Bias in a common health care algorithm disproportionately hurts black patients
Simple tweaks to the machine-learning program could eliminate the disparity, researchers say
By Sujata Gupta
A widely used algorithm that helps hospitals identify high-risk patients who could benefit most from access to special health care programs is racially biased, a study finds.
Eliminating racial bias in that algorithm could more than double the percentage of black patients automatically eligible for specialized programs aimed at reducing complications from chronic health problems, such as diabetes, anemia and high blood pressure, researchers report in the Oct. 25 Science.
This research “shows how once you crack open the algorithm and understand the sources of bias and the mechanisms through which it’s working, you can correct for it,” says Stanford University bioethicist David Magnus, who wasn’t involved in the study.
To identify which patients should receive extra care, health care systems in the last decade have come to rely on machine-learning algorithms, which study past examples and identify patterns to learn how to a complete task.
The top 10 health care algorithms on the market — including Impact Pro, the one analyzed in the study — use patients’ past medical costs to predict future costs. Predicted costs are used as a proxy for health care needs, but spending may not be the most accurate metric. Research shows that even when black patients are as sick as or sicker than white patients, they spend less on health care, including doctor visits and prescription drugs. That disparity exists for many reasons, the researchers say, including unequal access to medical services and a historical distrust among black people of health care providers. That distrust stems in part from events such as the Tuskegee experiment (SN: 3/1/75), in which hundreds of black men with syphilis were denied treatment for decades.
As a result of this faulty metric, “the wrong people are being prioritized for these [health care] programs,” says study coauthor Ziad Obermeyer, a machine-learning and health policy expert at the University of California, Berkeley.
Concerns about bias in machine-learning algorithms — which are now helping diagnose diseases and predict criminal activity, among other tasks — are not new (SN: 9/6/17). But isolating sources of bias has proved challenging as researchers seldom have access to data used to train the algorithms.
Obermeyer and colleagues, however, were already working on another project with an academic hospital (which the researchers decline to name) that used Impact Pro and realized that the data used to get that algorithm up and running were available on the hospital’s servers.
So the team analyzed data on patients with primary care doctors at that hospital from 2013 to 2015 and zoomed in on 43,539 patients who self-identified as white and 6,079 who identified as black. The algorithm had given all patients, who were insured through private insurance or Medicare, a risk score based on past health care costs.

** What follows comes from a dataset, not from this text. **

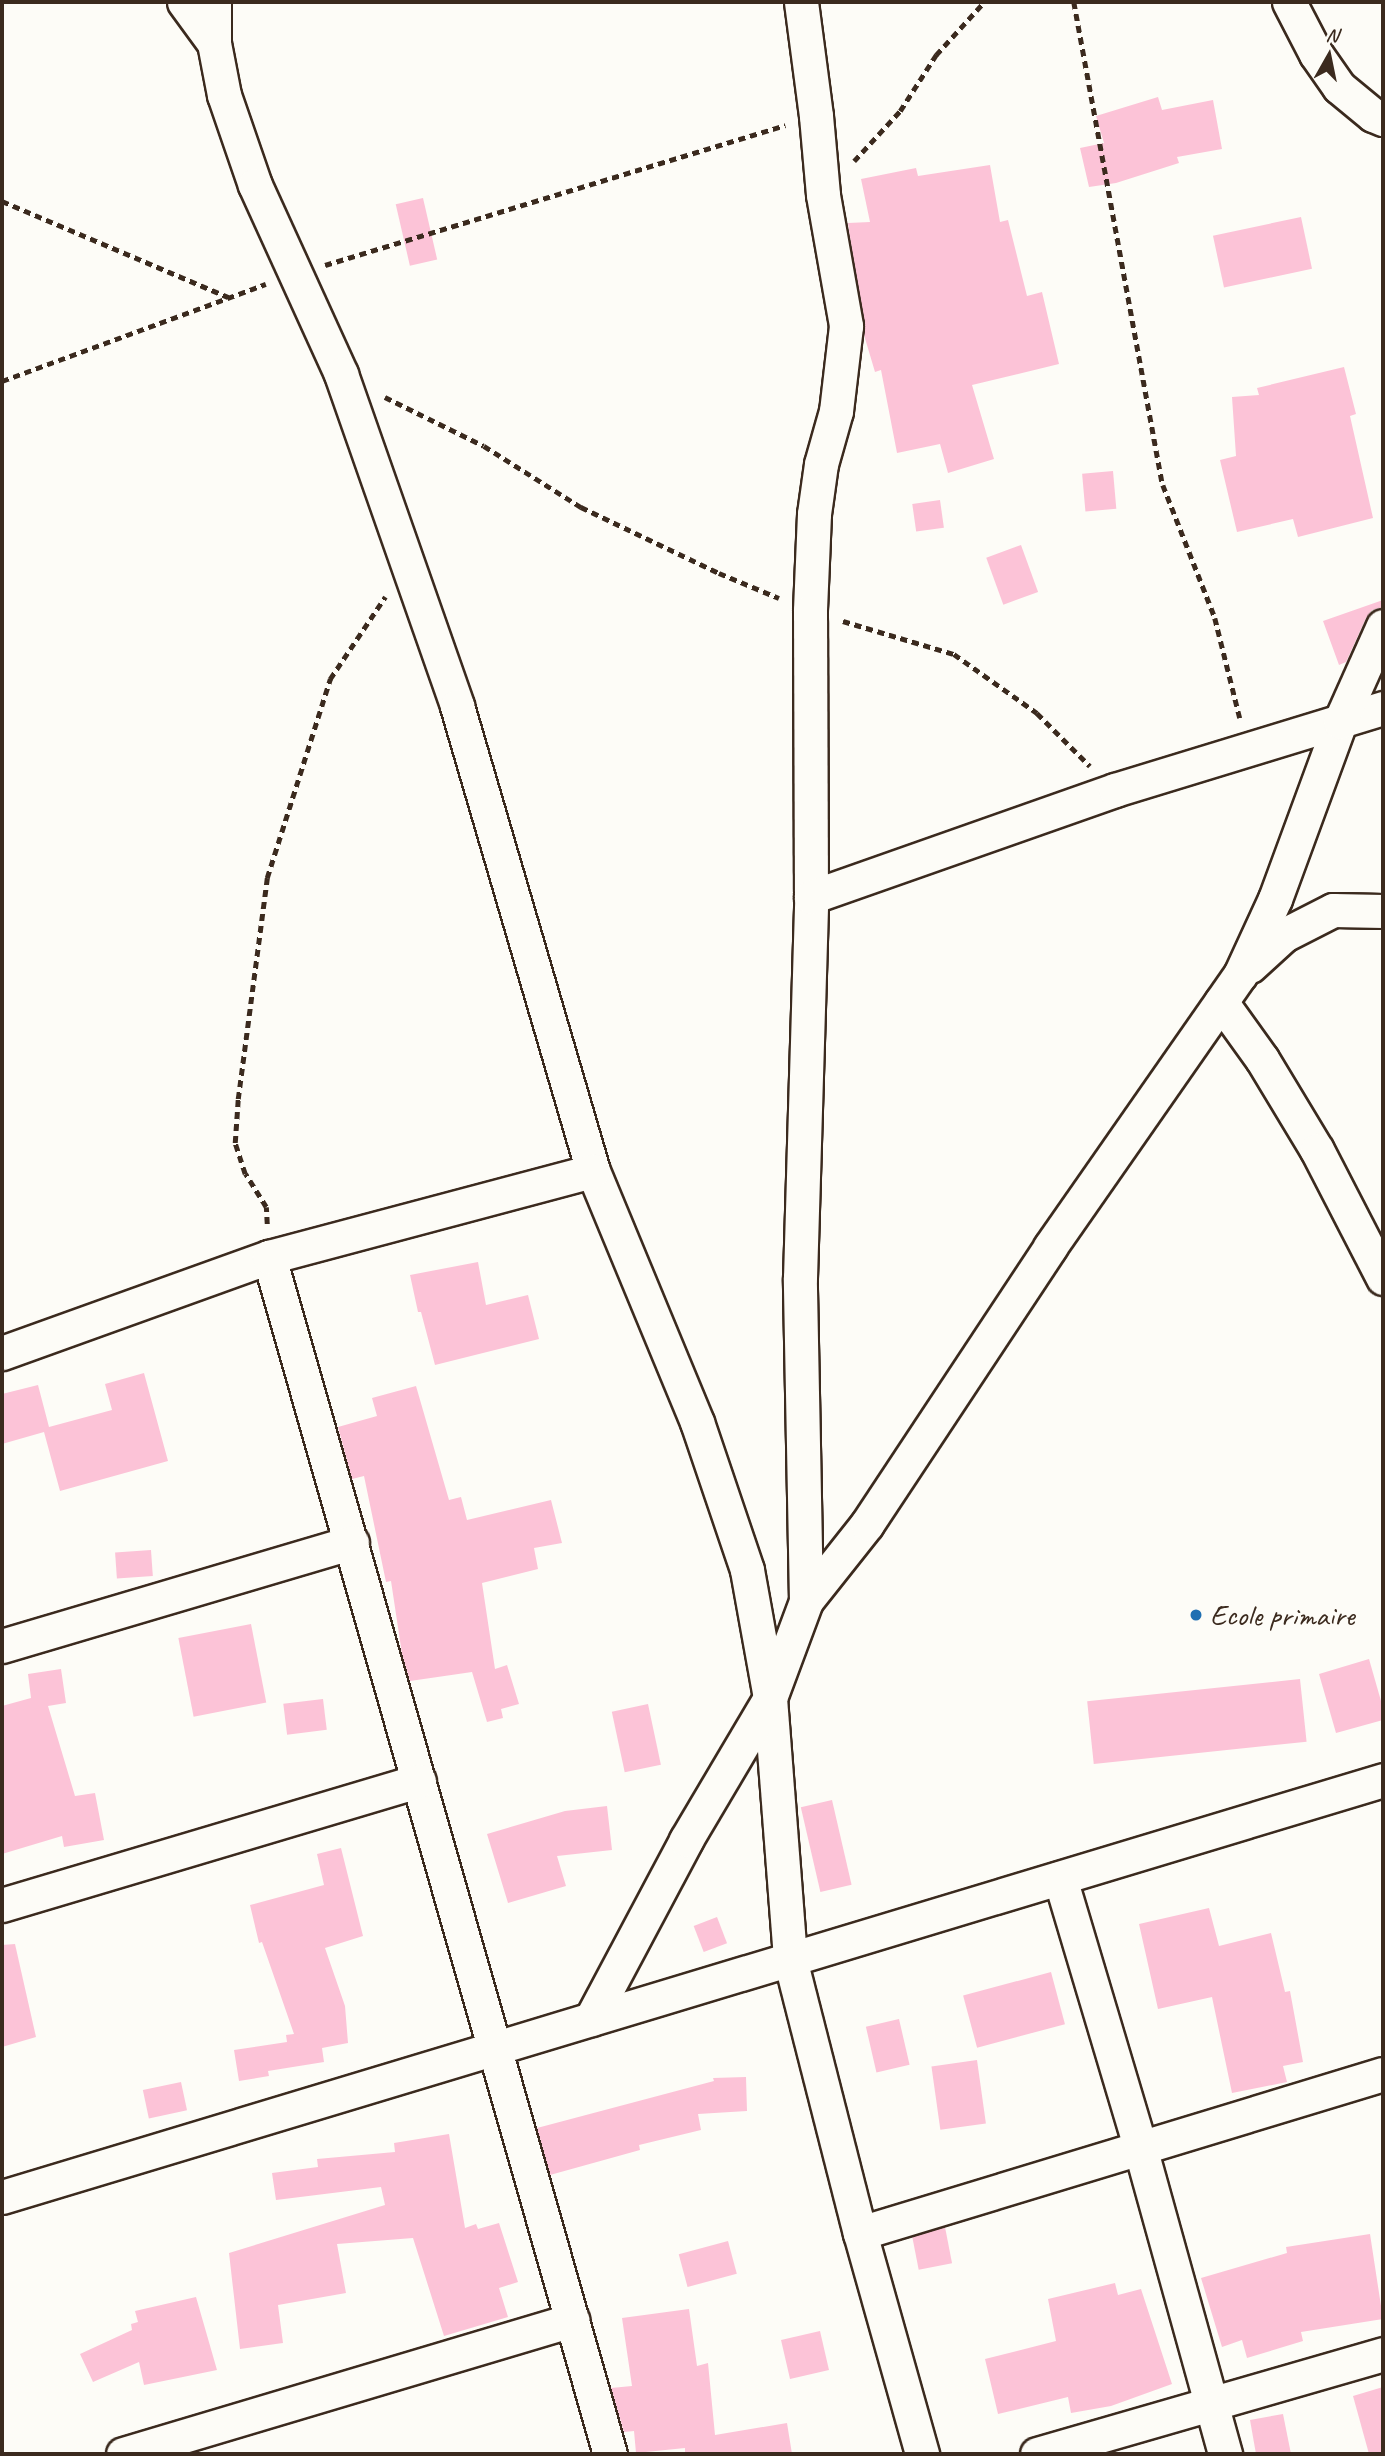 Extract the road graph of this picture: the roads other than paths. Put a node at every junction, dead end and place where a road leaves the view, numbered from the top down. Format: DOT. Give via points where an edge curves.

Patients with the same risk scores should, in theory, be equally sick. But the researchers found that, in their sample of black and white patients, black patients with the same risk scores as white patients had, on average, more chronic diseases. For risk scores that surpassed the 97th percentile, for example, the point at which patients would be automatically identified for enrollment into specialized programs, black patients had 26.3 percent more chronic illnesses than white patients — or an average of 4.8 chronic illnesses compared with white patients’ 3.8. Less than a fifth of patients above the 97th percentile were black.
Obermeyer likens the algorithm’s biased assessment to patients waiting in line to get into specialized programs. Everyone lines up according to their risk score. But “because of the bias,” he says, “healthier white patients get to cut in line ahead of black patients, even though those black patients go on to be sicker.”
When Obermeyer’s team ranked patients by number of chronic illnesses instead of health care spending, black patients went from 17.7 percent of patients above the 97th percentile to 46.5 percent.
Obermeyer’s team is partnering with Optum, the maker of Impact Pro, to improve the algorithm. The company independently replicated the new analysis and compared chronic health problems among black and white patients in a national dataset of almost 3.7 million insured people. Across risk scores, black patients had almost 50,000 more chronic conditions than white patients, evidence of the racial bias. Retraining the algorithm to rely on both past health care costs and other metrics, including preexisting conditions, reduced the disparity in chronic health conditions between black and white patients at each risk score by 84 percent.
Because the infrastructure for specialized programs is already in place, this research demonstrates that fixing health care algorithms could quickly connect the neediest patients to programs, says Suchi Saria, a machine-learning and health care researcher at Johns Hopkins University. “In a short span of time, you can eliminate this disparity.”